- _Task directions_:
An exact reproduction of the listing, minus the pictures, is the required output.

=== Begin Enclosure ===

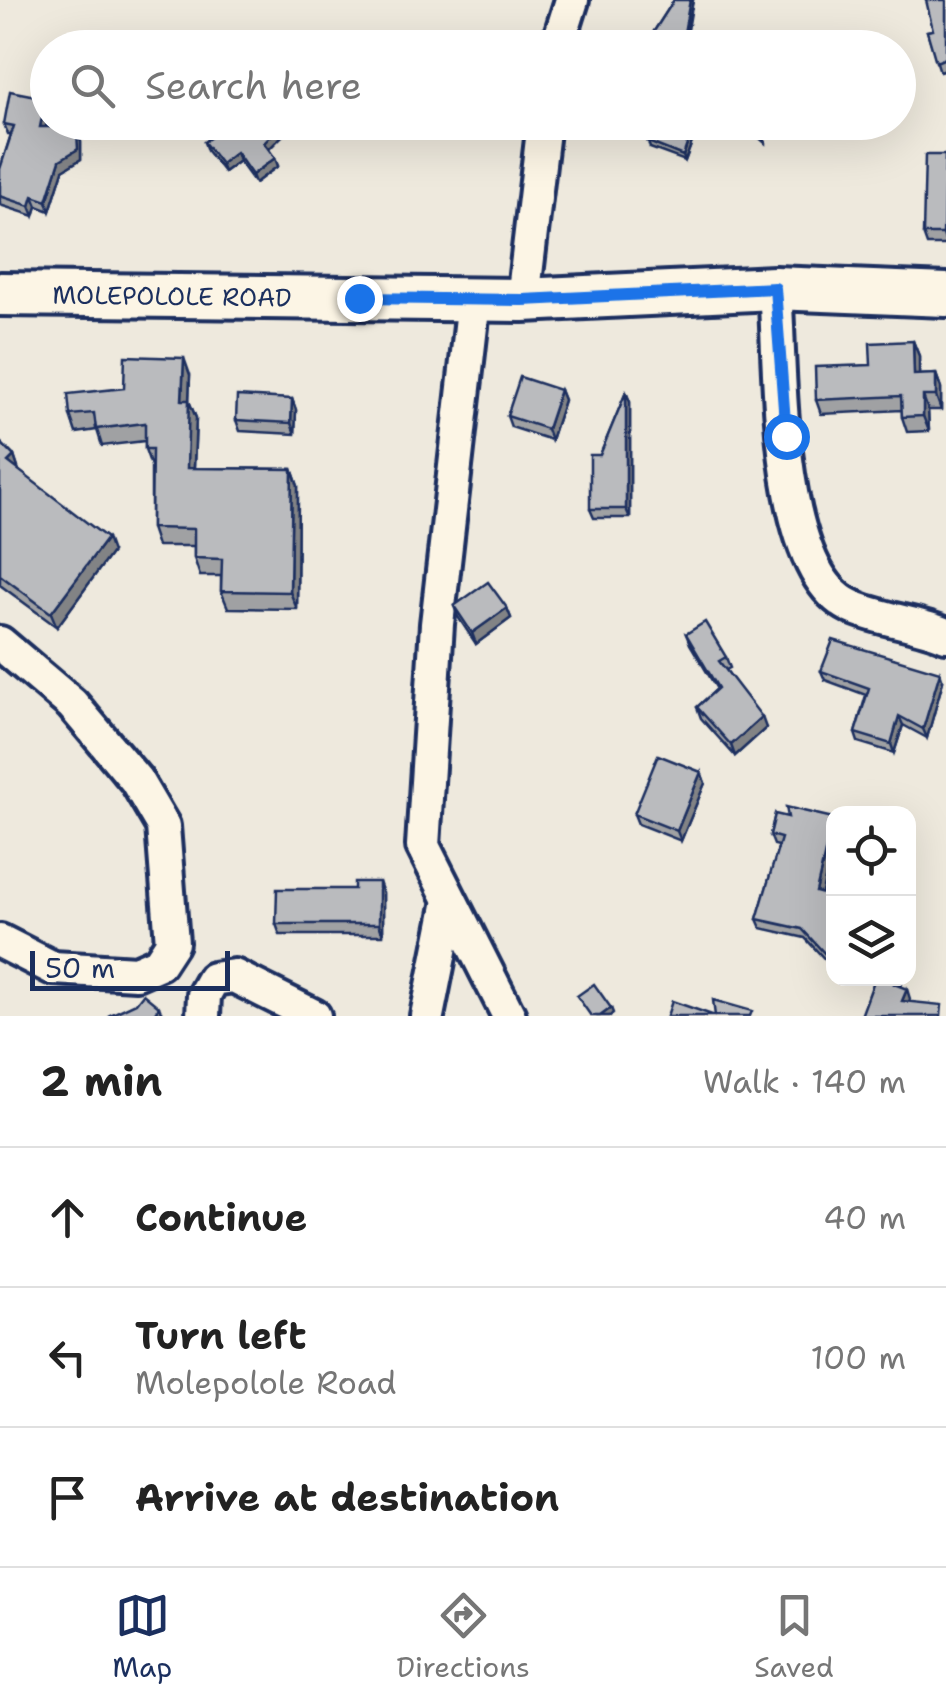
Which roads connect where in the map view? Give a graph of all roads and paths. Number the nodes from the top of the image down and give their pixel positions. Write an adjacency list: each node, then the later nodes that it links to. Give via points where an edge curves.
1 (572, 0): 2 (street)
2 (563, 30)
3 (542, 140): 8 (street)
4 (775, 288): 6 (main road, MOLEPOLOLE ROAD); 8 (main road, MOLEPOLOLE ROAD); 9 (street, via 788,487 808,562 849,606)
5 (0, 294): 7 (main road, MOLEPOLOLE ROAD)
6 (946, 295)
7 (474, 300): 8 (main road, MOLEPOLOLE ROAD); 11 (street, via 437,624 424,846)
8 (523, 300)
9 (946, 635)
10 (0, 643): 12 (street, via 72,704 136,780 163,826 172,943 160,962 136,973 53,968)
11 (450, 901): 15 (street); 16 (street)
12 (0, 941)
13 (203, 1016): 14 (street, via 213,978 234,976)
14 (314, 1016)
15 (428, 1016)
16 (509, 1016)

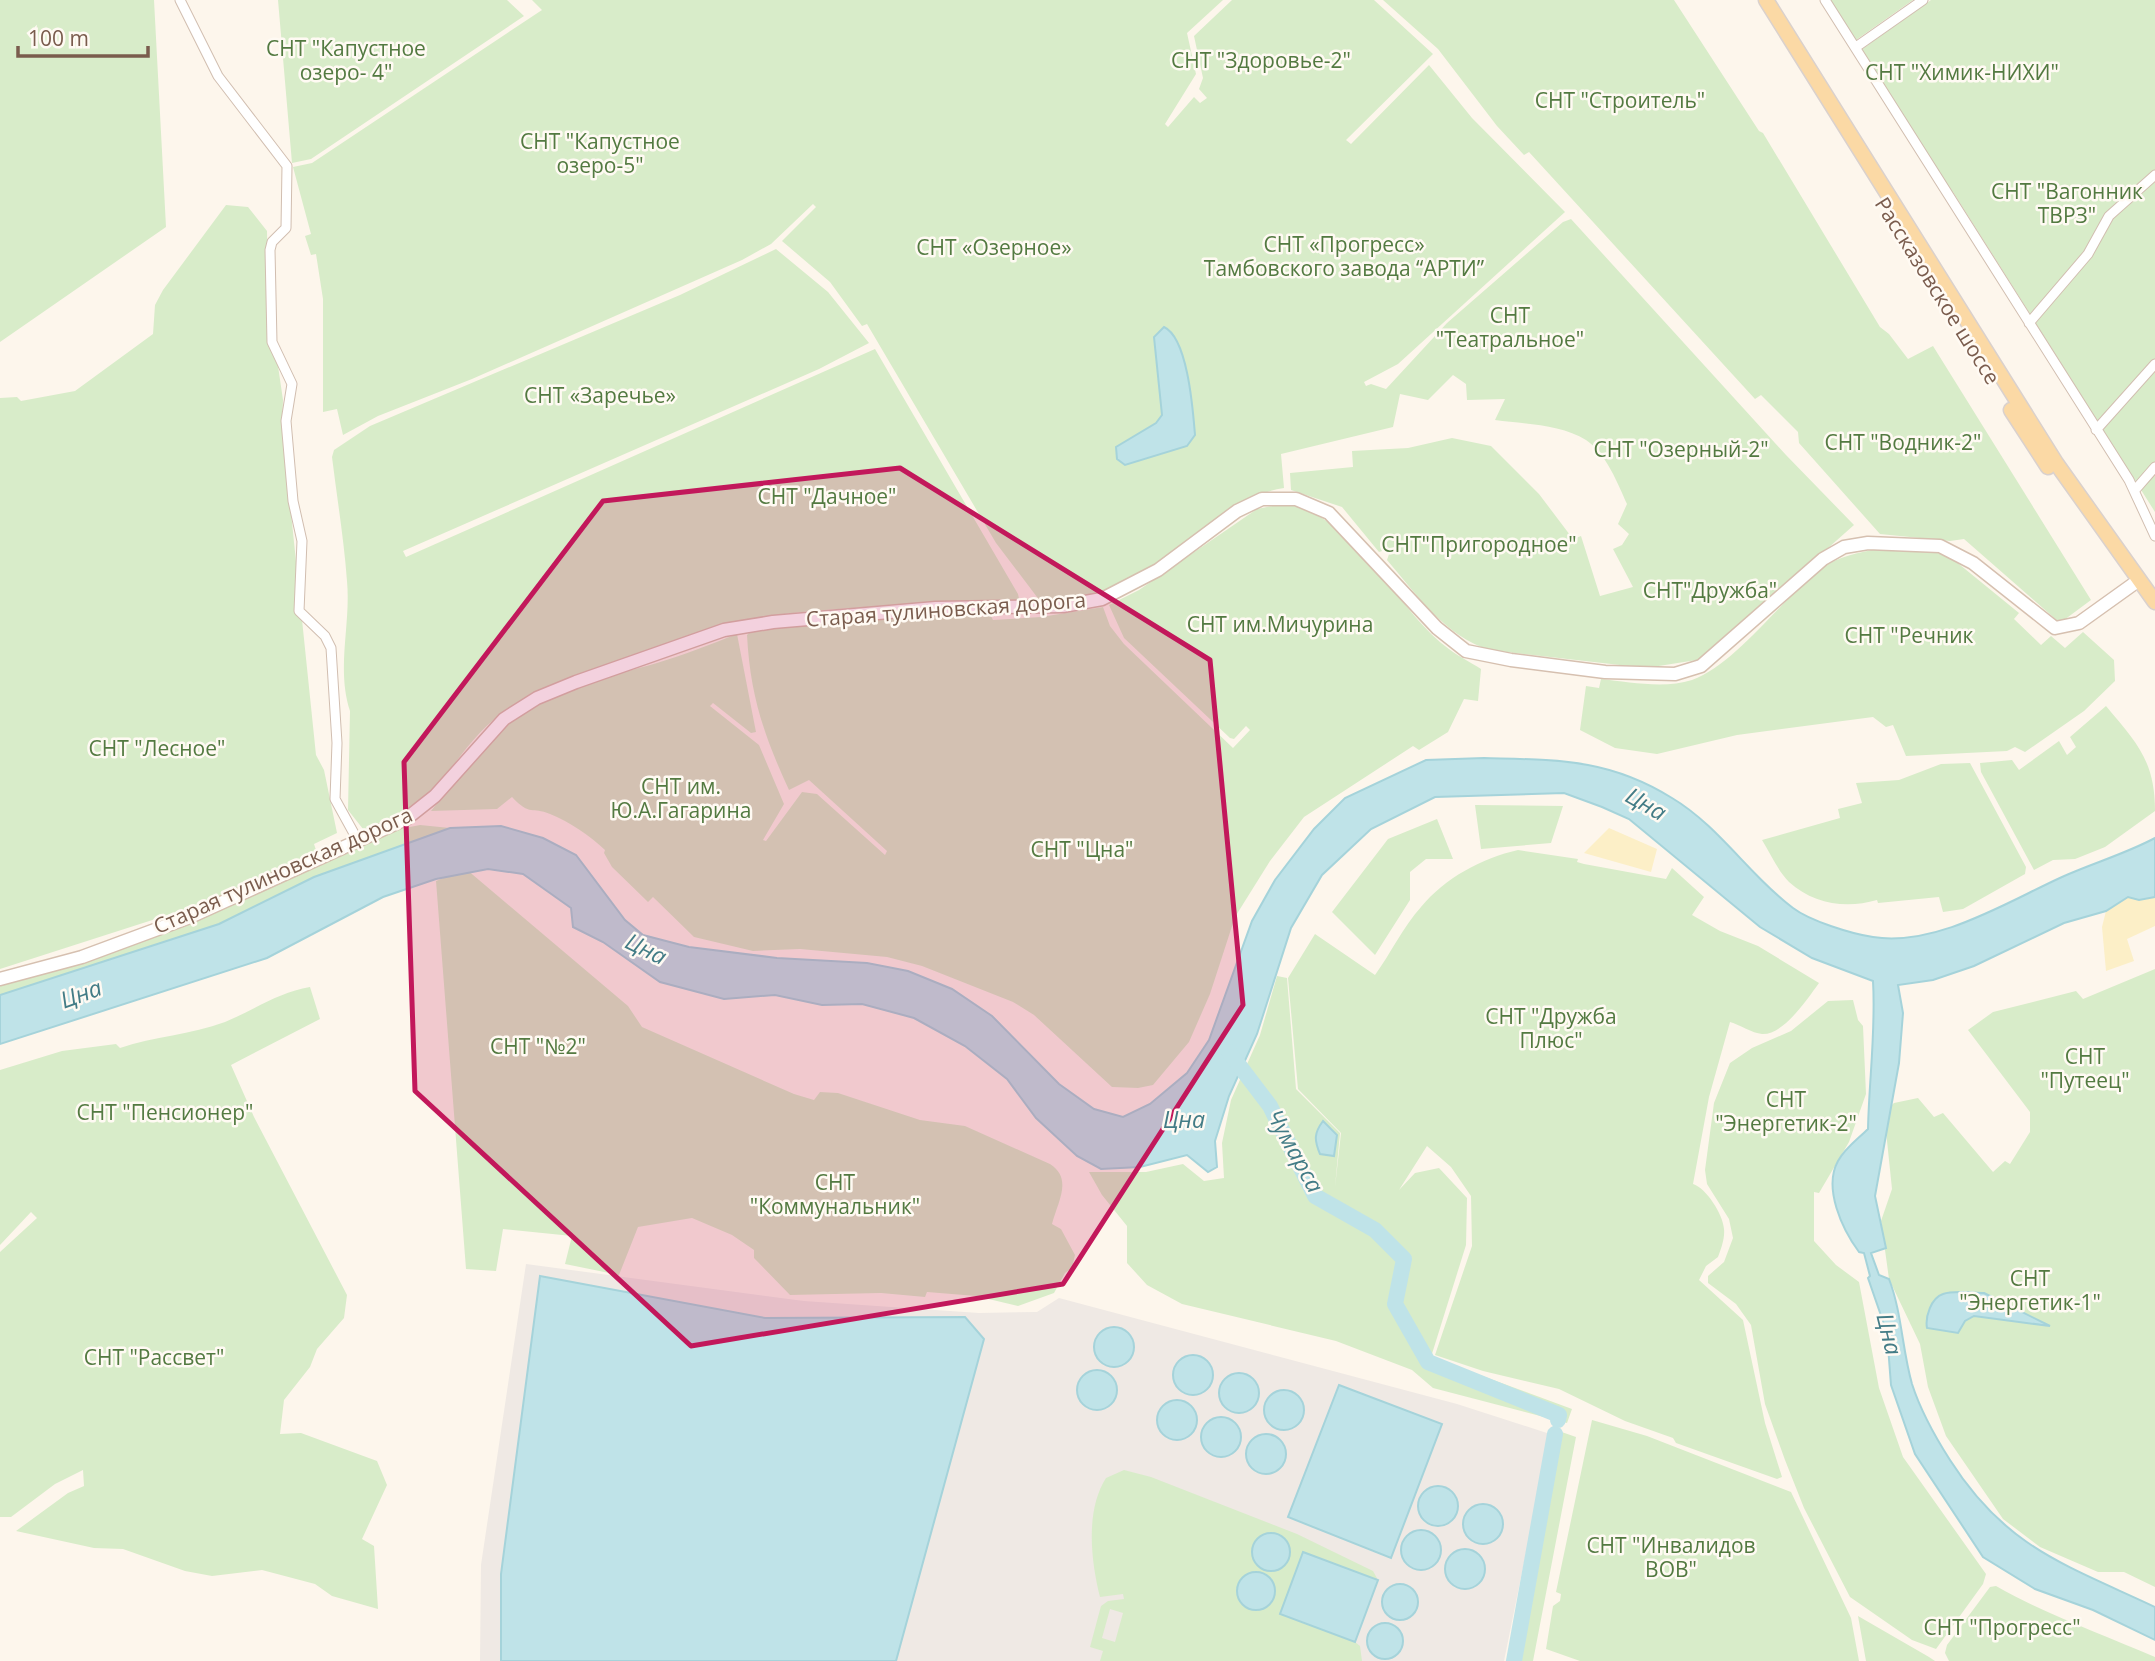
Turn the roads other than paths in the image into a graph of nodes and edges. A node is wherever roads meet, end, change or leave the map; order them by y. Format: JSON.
{"nodes":[{"id":1,"x":180,"y":0,"type":"edge"},
{"id":2,"x":1756,"y":0,"type":"edge"},
{"id":3,"x":1766,"y":0,"type":"edge"},
{"id":4,"x":1825,"y":0,"type":"edge"},
{"id":5,"x":1923,"y":0,"type":"edge"},
{"id":6,"x":1856,"y":47,"type":"junction"},
{"id":7,"x":2155,"y":175,"type":"edge"},
{"id":8,"x":2029,"y":323,"type":"junction"},
{"id":9,"x":2155,"y":364,"type":"edge"},
{"id":10,"x":2096,"y":430,"type":"junction"},
{"id":11,"x":2155,"y":467,"type":"edge"},
{"id":12,"x":2135,"y":490,"type":"junction"},
{"id":13,"x":2155,"y":536,"type":"edge"},
{"id":14,"x":2136,"y":576,"type":"junction"},
{"id":15,"x":2155,"y":602,"type":"edge"},
{"id":16,"x":357,"y":839,"type":"junction"},
{"id":17,"x":0,"y":979,"type":"edge"}],
"edges":[{"from":1,"to":16,"type":"street"},
{"from":2,"to":14,"type":"main road","name":"Рассказовское шоссе"},
{"from":3,"to":14,"type":"main road","name":"Рассказовское шоссе"},
{"from":4,"to":6,"type":"street"},
{"from":5,"to":6,"type":"street"},
{"from":6,"to":8,"type":"street"},
{"from":7,"to":8,"type":"street"},
{"from":8,"to":10,"type":"street"},
{"from":9,"to":10,"type":"street"},
{"from":10,"to":12,"type":"street"},
{"from":11,"to":12,"type":"street"},
{"from":12,"to":13,"type":"street"},
{"from":14,"to":15,"type":"main road","name":"Рассказовское шоссе"},
{"from":14,"to":16,"type":"street","name":"Старая тулиновская дорога"},
{"from":16,"to":17,"type":"street","name":"Старая тулиновская дорога"}]}
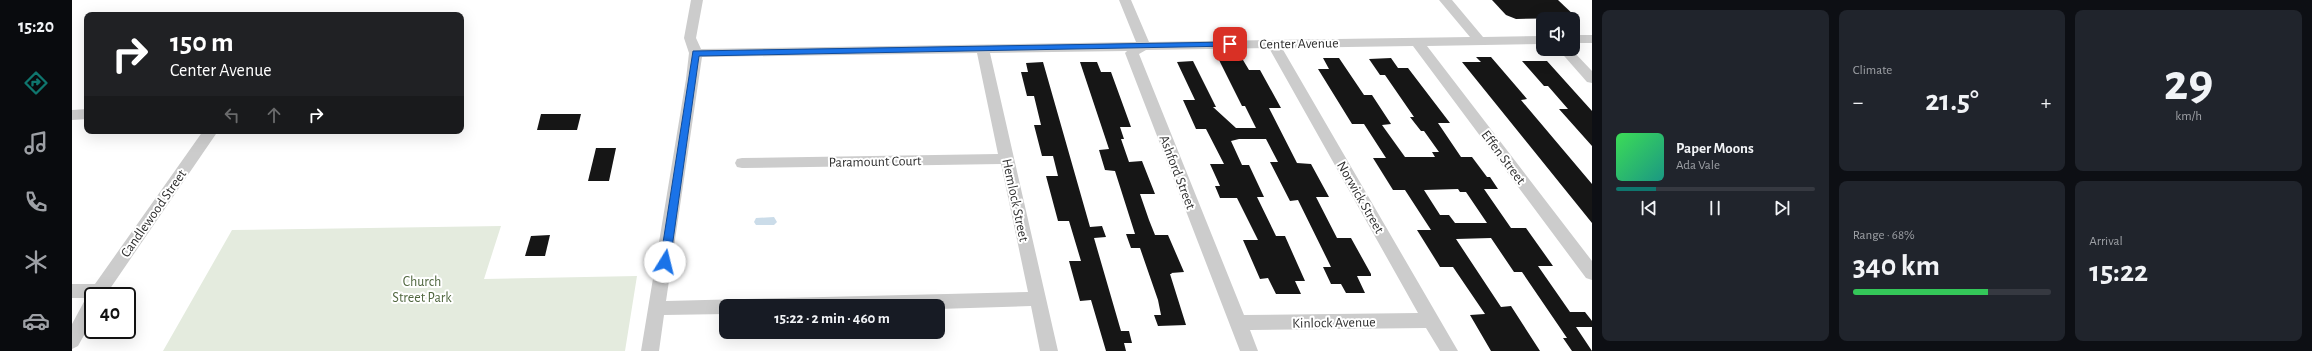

=== End Enclosure ===

- _Reply_:
Which roads connect where in the map view? Give a graph of all roads and paths. Number the nodes from the top of the image down and give their pixel positions. Write an adjacency list: each node, then the later nodes that it links to. Give via points where an edge curves.
1 (572, 0): 2 (street)
2 (563, 30)
3 (542, 140): 8 (street)
4 (775, 288): 6 (main road, MOLEPOLOLE ROAD); 8 (main road, MOLEPOLOLE ROAD); 9 (street, via 788,487 808,562 849,606)
5 (0, 294): 7 (main road, MOLEPOLOLE ROAD)
6 (946, 295)
7 (474, 300): 8 (main road, MOLEPOLOLE ROAD); 11 (street, via 437,624 424,846)
8 (523, 300)
9 (946, 635)
10 (0, 643): 12 (street, via 72,704 136,780 163,826 172,943 160,962 136,973 53,968)
11 (450, 901): 15 (street); 16 (street)
12 (0, 941)
13 (203, 1016): 14 (street, via 213,978 234,976)
14 (314, 1016)
15 (428, 1016)
16 (509, 1016)

Turn the roads other than paths in the image into a graph of nodes and edges. A node is wherever roads meet, end, change or leave the map; order them by y. Format: JSON.
{"nodes":[{"id":1,"x":180,"y":0,"type":"edge"},
{"id":2,"x":1756,"y":0,"type":"edge"},
{"id":3,"x":1766,"y":0,"type":"edge"},
{"id":4,"x":1825,"y":0,"type":"edge"},
{"id":5,"x":1923,"y":0,"type":"edge"},
{"id":6,"x":1856,"y":47,"type":"junction"},
{"id":7,"x":2155,"y":175,"type":"edge"},
{"id":8,"x":2029,"y":323,"type":"junction"},
{"id":9,"x":2155,"y":364,"type":"edge"},
{"id":10,"x":2096,"y":430,"type":"junction"},
{"id":11,"x":2155,"y":467,"type":"edge"},
{"id":12,"x":2135,"y":490,"type":"junction"},
{"id":13,"x":2155,"y":536,"type":"edge"},
{"id":14,"x":2136,"y":576,"type":"junction"},
{"id":15,"x":2155,"y":602,"type":"edge"},
{"id":16,"x":357,"y":839,"type":"junction"},
{"id":17,"x":0,"y":979,"type":"edge"}],
"edges":[{"from":1,"to":16,"type":"street"},
{"from":2,"to":14,"type":"main road","name":"Рассказовское шоссе"},
{"from":3,"to":14,"type":"main road","name":"Рассказовское шоссе"},
{"from":4,"to":6,"type":"street"},
{"from":5,"to":6,"type":"street"},
{"from":6,"to":8,"type":"street"},
{"from":7,"to":8,"type":"street"},
{"from":8,"to":10,"type":"street"},
{"from":9,"to":10,"type":"street"},
{"from":10,"to":12,"type":"street"},
{"from":11,"to":12,"type":"street"},
{"from":12,"to":13,"type":"street"},
{"from":14,"to":15,"type":"main road","name":"Рассказовское шоссе"},
{"from":14,"to":16,"type":"street","name":"Старая тулиновская дорога"},
{"from":16,"to":17,"type":"street","name":"Старая тулиновская дорога"}]}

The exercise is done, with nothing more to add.